Saved entries:

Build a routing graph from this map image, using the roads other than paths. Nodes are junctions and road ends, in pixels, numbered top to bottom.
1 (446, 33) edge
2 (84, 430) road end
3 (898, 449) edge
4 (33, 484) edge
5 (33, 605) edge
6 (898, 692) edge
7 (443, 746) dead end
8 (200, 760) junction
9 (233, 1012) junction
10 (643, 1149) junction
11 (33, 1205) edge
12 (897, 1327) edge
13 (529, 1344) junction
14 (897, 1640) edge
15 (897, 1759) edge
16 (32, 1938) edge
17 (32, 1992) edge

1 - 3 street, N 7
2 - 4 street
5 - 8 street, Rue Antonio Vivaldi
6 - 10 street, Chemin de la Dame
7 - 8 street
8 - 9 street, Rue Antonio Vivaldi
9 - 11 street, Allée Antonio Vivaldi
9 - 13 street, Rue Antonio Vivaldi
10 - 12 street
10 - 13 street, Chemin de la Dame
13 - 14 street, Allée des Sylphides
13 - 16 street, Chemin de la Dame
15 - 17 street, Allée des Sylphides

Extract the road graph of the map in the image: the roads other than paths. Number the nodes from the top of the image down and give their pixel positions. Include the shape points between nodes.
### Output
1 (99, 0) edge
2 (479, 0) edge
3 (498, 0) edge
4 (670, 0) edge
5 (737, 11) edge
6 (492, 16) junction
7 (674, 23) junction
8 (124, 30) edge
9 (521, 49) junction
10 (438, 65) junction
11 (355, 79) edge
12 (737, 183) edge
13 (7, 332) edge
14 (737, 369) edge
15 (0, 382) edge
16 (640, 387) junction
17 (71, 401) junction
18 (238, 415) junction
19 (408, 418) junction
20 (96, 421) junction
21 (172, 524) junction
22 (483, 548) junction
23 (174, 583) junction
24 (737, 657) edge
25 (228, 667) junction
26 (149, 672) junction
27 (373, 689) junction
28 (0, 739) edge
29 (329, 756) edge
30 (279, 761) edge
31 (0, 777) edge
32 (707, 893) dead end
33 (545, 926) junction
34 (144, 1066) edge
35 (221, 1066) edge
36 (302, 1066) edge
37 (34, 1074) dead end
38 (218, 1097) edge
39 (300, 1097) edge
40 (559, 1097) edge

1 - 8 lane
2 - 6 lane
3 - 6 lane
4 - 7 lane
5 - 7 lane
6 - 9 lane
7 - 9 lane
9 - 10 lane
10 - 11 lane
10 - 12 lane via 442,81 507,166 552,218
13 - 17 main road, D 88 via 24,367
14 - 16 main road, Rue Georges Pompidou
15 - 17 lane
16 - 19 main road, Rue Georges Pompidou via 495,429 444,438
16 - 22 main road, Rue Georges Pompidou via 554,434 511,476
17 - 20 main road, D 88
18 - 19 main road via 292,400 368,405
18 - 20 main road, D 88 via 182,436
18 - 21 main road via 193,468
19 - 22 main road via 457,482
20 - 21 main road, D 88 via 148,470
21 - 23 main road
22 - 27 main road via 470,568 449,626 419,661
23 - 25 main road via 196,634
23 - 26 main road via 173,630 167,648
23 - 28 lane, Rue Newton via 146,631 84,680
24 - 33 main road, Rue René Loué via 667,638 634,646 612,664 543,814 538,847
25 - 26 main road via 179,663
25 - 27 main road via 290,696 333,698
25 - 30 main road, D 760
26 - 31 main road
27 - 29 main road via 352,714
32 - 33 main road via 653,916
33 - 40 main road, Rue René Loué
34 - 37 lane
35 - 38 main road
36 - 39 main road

## What to do
Find the word "other" in the entries above, then copy each line that holds it.

## Result for this task
Build a routing graph from this map image, using the roads other than paths. Nodes are junctions and road ends, in pixels, numbered top to bottom.
Extract the road graph of the map in the image: the roads other than paths. Number the nodes from the top of the image down and give their pixel positions. Include the shape points between nodes.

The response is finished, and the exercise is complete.